* [Work item] Find every line with the string "that" in the material below and copy it.
** Opening Supplied data block **
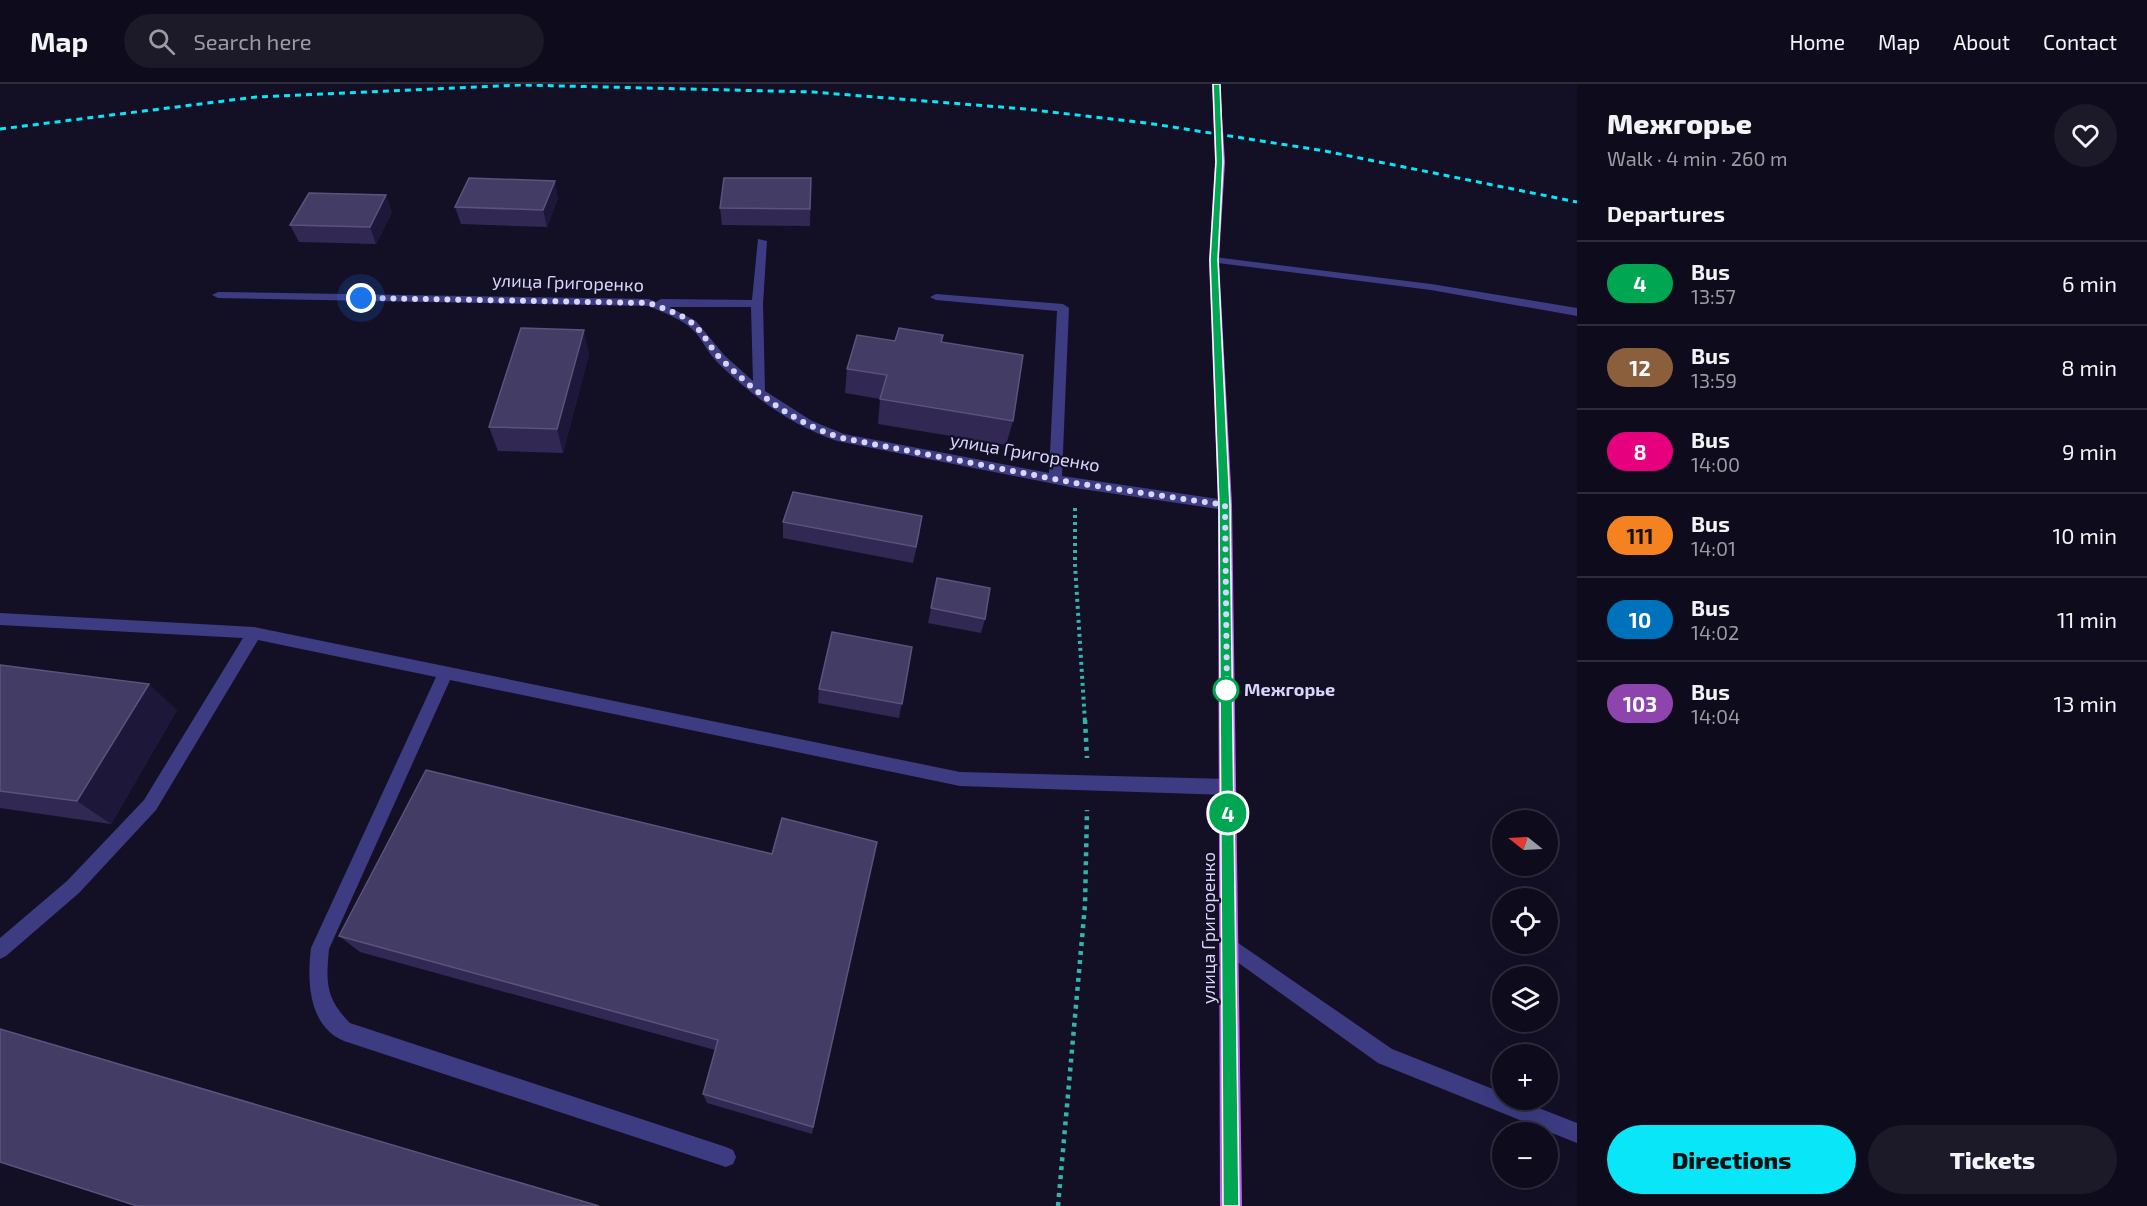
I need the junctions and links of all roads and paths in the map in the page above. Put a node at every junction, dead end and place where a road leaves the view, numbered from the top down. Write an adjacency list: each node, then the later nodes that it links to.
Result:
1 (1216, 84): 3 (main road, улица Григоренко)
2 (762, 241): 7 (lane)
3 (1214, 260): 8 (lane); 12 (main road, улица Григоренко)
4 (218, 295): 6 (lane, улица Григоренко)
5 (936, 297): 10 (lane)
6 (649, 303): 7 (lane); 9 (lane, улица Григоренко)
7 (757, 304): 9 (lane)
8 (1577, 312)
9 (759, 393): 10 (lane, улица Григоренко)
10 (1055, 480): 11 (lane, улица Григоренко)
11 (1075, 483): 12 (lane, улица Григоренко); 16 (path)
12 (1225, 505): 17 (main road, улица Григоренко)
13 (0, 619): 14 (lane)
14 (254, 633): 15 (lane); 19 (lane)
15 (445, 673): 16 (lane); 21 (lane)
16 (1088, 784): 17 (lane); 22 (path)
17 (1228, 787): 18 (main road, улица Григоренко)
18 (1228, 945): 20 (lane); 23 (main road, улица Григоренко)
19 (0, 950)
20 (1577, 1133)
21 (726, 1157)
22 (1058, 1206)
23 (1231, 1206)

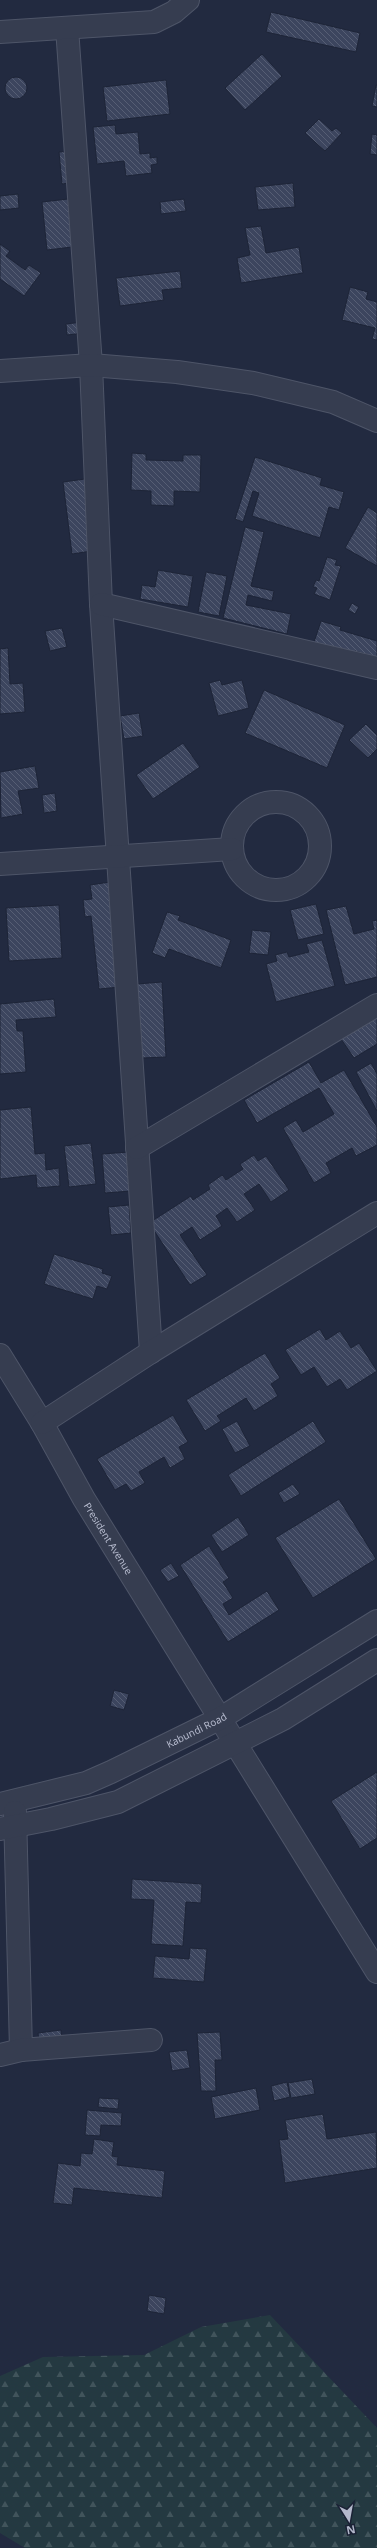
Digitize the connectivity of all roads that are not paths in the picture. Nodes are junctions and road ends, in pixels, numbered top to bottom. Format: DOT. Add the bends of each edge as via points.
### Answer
** Closing Supplied data block **
** Opening Supplied data block **
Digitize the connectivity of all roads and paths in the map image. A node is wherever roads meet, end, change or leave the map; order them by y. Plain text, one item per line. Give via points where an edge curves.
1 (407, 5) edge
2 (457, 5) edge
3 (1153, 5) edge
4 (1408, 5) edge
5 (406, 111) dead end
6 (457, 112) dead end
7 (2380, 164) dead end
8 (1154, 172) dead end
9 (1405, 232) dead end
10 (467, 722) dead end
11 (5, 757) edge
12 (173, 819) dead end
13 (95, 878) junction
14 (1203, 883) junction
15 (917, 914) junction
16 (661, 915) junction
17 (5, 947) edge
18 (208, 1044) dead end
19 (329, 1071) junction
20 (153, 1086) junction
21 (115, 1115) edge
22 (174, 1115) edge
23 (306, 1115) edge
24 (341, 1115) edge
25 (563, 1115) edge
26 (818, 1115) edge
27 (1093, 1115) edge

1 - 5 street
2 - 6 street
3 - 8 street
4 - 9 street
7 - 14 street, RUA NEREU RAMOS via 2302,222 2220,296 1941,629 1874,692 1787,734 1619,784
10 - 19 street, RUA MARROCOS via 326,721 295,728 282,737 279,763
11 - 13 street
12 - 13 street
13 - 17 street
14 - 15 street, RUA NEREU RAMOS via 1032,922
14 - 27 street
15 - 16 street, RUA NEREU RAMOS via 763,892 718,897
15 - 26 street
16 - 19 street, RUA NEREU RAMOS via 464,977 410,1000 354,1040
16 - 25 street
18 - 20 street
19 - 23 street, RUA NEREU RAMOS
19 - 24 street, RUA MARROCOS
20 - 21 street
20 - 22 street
** Closing Supplied data block **
* [Answer section]
I need the junctions and links of all roads and paths in the map in the page above. Put a node at every junction, dead end and place where a road leaves the view, numbered from the top down. Write an adjacency list: each node, then the later nodes that it links to.
Digitize the connectivity of all roads that are not paths in the picture. Nodes are junctions and road ends, in pixels, numbered top to bottom. Format: DOT. Add the bends of each edge as via points.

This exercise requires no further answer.